Source information>
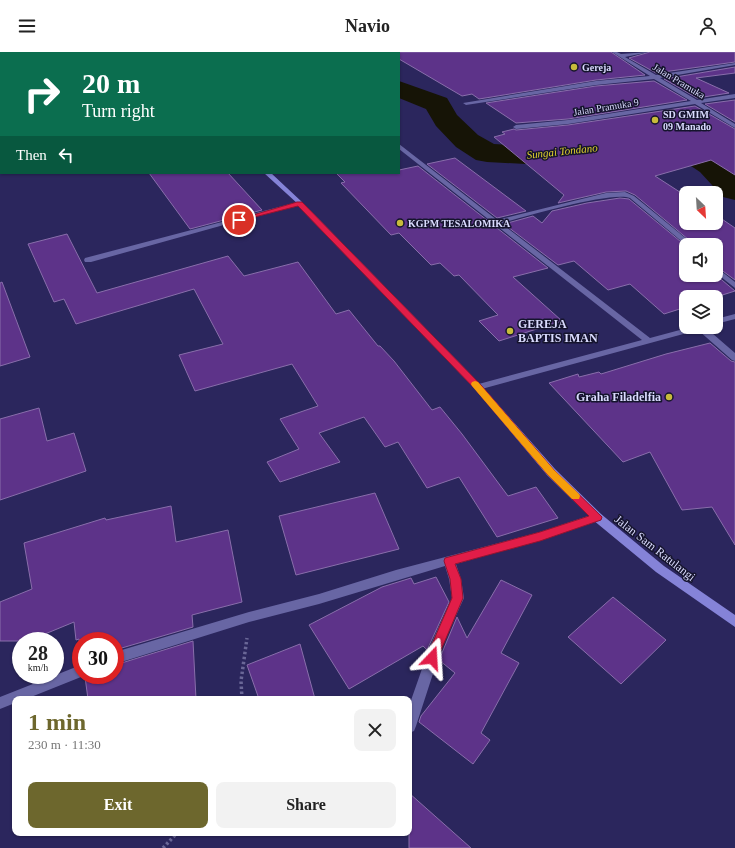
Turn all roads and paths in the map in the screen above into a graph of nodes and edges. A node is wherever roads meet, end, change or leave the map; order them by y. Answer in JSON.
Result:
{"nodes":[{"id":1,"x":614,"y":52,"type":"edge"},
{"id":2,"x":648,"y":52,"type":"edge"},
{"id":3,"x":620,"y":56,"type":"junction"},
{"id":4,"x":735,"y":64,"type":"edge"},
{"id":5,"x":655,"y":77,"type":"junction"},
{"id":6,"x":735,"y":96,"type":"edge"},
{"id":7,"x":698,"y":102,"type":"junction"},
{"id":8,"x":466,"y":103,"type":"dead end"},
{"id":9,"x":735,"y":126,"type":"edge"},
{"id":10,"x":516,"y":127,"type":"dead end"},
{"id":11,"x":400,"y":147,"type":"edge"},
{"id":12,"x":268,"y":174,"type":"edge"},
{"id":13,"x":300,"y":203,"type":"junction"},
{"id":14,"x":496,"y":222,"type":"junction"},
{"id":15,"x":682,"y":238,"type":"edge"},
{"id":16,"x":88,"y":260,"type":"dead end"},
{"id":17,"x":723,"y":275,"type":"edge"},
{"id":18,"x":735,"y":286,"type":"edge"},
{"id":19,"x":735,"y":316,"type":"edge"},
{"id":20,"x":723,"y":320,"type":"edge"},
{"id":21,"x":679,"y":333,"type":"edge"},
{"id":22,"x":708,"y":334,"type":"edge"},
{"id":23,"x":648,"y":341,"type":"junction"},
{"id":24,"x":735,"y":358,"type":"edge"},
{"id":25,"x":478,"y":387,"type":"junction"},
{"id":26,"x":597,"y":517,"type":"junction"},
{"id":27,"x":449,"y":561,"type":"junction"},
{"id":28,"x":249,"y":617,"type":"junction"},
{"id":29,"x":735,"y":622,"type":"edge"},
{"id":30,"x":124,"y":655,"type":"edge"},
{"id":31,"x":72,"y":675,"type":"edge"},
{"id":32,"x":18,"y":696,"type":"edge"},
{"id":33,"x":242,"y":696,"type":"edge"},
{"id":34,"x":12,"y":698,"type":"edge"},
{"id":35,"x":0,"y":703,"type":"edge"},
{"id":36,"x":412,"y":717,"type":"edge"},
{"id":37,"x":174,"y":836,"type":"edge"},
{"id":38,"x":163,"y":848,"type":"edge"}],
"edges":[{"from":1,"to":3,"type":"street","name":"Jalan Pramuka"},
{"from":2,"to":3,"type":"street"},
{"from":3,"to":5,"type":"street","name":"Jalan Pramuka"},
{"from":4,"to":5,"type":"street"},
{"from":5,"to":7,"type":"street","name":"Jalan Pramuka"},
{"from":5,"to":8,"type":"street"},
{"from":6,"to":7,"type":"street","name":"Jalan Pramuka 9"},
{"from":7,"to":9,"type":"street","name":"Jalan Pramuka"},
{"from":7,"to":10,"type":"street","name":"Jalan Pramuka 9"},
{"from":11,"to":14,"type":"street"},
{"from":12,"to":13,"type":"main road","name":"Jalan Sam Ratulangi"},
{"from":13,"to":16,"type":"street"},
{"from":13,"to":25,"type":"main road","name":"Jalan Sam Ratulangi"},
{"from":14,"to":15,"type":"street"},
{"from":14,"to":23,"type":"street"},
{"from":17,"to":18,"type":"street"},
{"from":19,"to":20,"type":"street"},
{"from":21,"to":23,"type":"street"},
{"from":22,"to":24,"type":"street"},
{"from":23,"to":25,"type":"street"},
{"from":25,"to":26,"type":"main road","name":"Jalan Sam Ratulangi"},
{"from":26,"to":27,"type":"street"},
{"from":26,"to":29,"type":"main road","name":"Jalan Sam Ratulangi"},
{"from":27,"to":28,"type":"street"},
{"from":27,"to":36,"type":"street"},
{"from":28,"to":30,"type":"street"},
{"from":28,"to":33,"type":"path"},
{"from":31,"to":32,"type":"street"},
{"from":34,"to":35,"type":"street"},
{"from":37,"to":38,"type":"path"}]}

The problem> Among the records above, how many lines carry the string "junction"? Reply with the number alone.

Task answer> 10